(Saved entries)
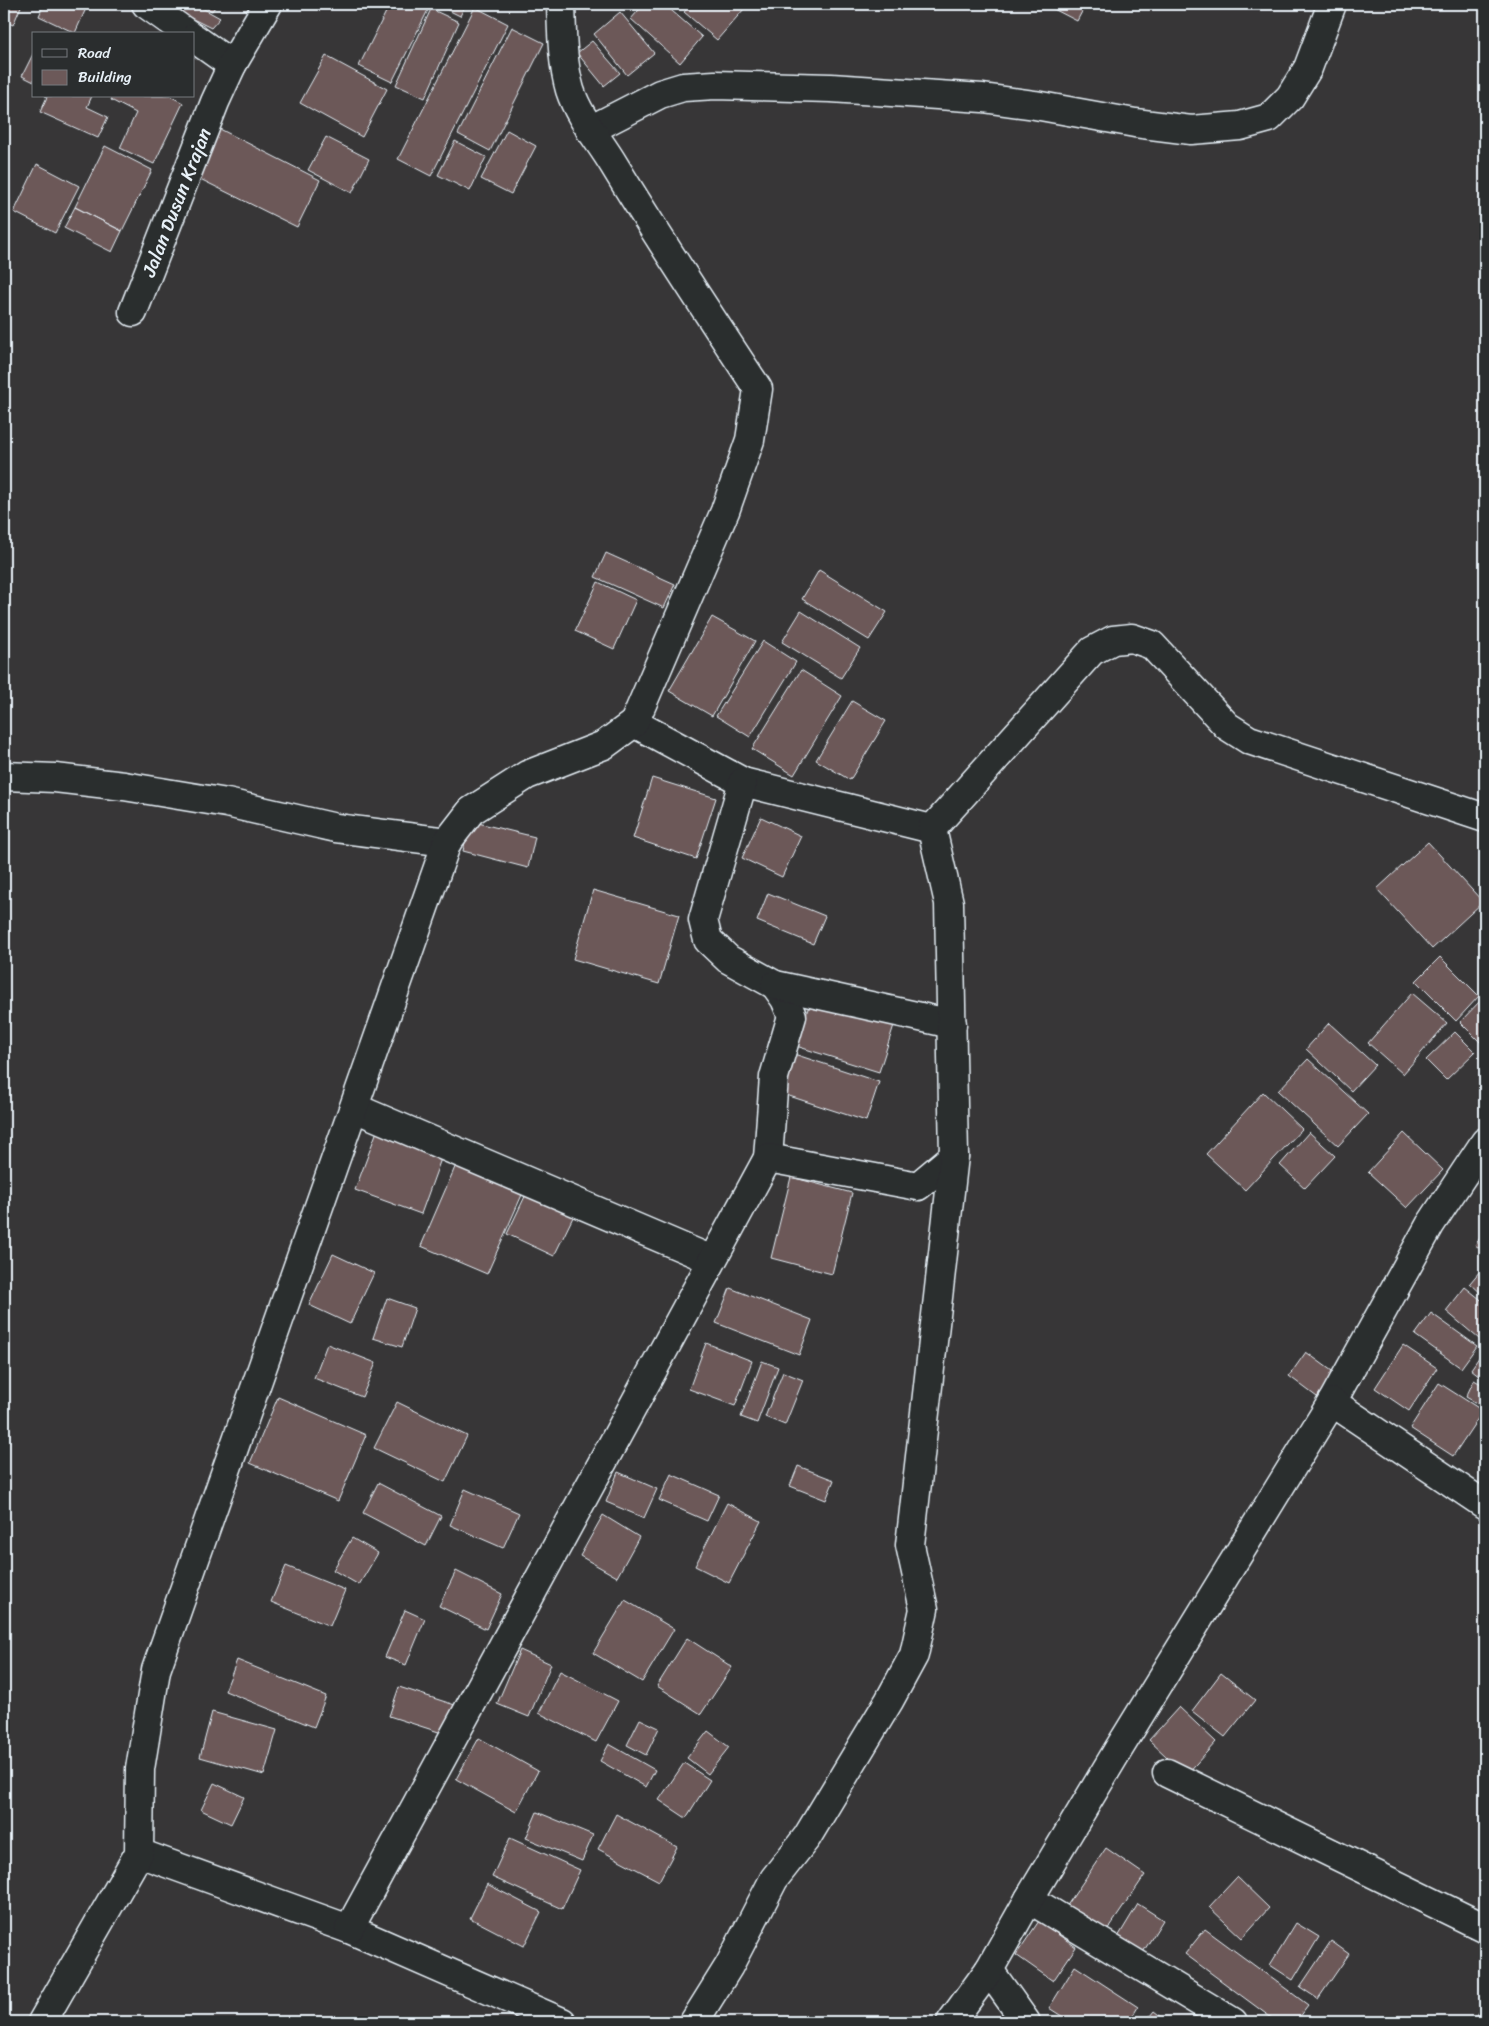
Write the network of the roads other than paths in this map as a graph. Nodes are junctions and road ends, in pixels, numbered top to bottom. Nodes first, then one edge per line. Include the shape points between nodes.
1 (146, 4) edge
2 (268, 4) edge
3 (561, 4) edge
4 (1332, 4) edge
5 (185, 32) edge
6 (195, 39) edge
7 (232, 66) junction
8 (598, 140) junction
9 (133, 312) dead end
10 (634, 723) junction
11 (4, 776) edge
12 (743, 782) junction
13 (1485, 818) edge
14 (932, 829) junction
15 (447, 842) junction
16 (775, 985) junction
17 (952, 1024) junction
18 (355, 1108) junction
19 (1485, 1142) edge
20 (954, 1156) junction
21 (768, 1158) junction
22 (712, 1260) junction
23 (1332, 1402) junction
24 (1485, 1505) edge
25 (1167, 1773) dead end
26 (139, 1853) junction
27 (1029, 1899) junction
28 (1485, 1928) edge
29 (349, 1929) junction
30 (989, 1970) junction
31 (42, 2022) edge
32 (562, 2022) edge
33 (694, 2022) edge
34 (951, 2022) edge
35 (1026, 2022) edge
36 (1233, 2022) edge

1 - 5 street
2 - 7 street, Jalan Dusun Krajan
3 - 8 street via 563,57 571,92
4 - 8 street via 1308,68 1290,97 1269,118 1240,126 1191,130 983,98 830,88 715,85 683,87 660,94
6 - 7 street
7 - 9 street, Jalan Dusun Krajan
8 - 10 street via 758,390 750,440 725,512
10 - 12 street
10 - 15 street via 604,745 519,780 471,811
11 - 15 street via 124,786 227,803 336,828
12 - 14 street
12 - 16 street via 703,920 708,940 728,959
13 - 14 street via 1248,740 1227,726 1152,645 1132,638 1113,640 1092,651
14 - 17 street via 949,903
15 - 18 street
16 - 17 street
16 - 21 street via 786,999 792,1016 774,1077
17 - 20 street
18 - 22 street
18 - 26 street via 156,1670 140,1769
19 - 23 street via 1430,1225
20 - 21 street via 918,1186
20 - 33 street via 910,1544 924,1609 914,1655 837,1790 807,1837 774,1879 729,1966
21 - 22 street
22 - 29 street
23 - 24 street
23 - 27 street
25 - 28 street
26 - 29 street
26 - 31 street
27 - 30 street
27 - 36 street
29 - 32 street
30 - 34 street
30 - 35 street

• Task requirements
Pull out every line in the data above that has the word "Dusun".

• The completed task
2 - 7 street, Jalan Dusun Krajan
7 - 9 street, Jalan Dusun Krajan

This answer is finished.